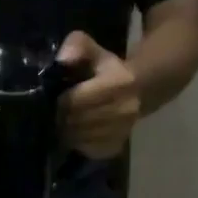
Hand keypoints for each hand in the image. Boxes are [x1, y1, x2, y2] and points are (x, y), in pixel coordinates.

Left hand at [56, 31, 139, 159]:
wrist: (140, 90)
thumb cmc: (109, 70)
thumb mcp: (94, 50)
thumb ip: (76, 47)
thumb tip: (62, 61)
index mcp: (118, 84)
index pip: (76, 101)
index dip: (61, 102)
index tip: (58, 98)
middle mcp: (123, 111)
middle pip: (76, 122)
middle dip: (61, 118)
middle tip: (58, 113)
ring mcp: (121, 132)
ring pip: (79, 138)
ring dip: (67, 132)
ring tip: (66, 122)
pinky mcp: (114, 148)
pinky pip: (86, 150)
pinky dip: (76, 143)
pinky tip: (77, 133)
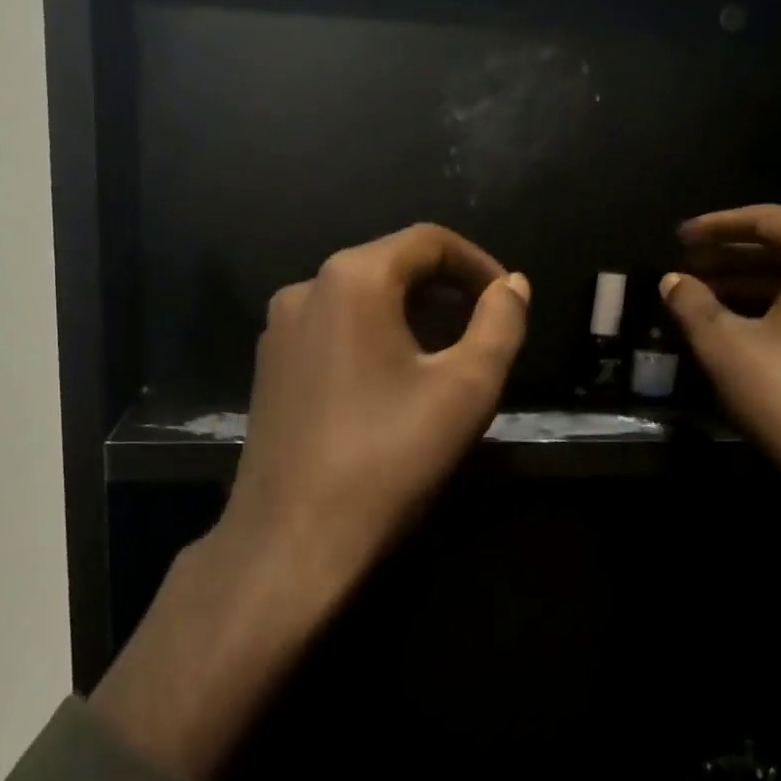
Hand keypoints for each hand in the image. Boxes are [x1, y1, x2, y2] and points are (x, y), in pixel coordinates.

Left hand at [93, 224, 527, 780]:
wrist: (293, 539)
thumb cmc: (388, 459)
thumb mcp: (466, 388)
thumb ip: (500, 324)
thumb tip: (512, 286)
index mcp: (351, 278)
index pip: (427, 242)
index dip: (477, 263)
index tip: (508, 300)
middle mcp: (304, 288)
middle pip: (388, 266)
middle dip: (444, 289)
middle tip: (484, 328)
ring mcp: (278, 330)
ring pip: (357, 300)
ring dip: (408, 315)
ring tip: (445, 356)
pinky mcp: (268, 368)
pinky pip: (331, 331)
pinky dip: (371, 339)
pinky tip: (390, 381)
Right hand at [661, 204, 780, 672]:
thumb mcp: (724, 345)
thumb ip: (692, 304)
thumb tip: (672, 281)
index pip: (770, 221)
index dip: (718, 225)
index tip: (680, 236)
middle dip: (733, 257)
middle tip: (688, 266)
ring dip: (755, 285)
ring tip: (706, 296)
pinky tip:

::::

§ **Required action**
The line with "index tip: (680, 236)" ends the range, and the first line of the data begins it; repeat exactly those lines and nothing more, omitting pictures.

§ **Solution to the exercise**
Hand keypoints for each hand in the image. Boxes are [x1, y1, x2, y2] and points are (x, y), in pixel coordinates.

Left hand at [56, 31, 139, 159]:
wrist: (140, 90)
thumb cmc: (109, 70)
thumb mcp: (94, 50)
thumb ip: (76, 47)
thumb tip: (62, 61)
index mcp: (118, 84)
index pip: (76, 101)
index dip: (61, 102)
index tip: (58, 98)
middle mcp: (123, 111)
middle pip: (76, 122)
middle dip: (61, 118)
middle tip: (58, 113)
ring mcp: (121, 132)
ring pip: (79, 138)
ring dip: (67, 132)
ring tip: (66, 122)
pinky mcp: (114, 148)
pinky pip: (86, 150)
pinky dip: (76, 143)
pinky tip: (77, 133)
Hand keypoints for each hand in the image. Boxes are [x1, y1, x2, y2] and points are (x, y), in pixel coordinates.

Left hand at [93, 224, 527, 780]:
wrist: (293, 539)
thumb cmc: (388, 459)
thumb mcp: (466, 388)
thumb ip: (500, 324)
thumb tip: (512, 286)
index mcp: (351, 278)
index pip: (427, 242)
index dip: (477, 263)
index tip: (508, 300)
middle mcp: (304, 288)
middle pip: (388, 266)
middle dip: (444, 289)
middle tip: (484, 328)
ring mcp: (278, 330)
ring pip: (357, 300)
ring dip: (408, 315)
ring tip: (445, 356)
pinky mcp: (268, 368)
pinky pip: (331, 331)
pinky dip: (371, 339)
pinky tip: (390, 381)
Right hand at [661, 204, 780, 672]:
thumb mcp: (724, 345)
thumb ip: (692, 304)
thumb tip: (672, 281)
index pip: (770, 221)
index dip: (718, 225)
index tip: (680, 236)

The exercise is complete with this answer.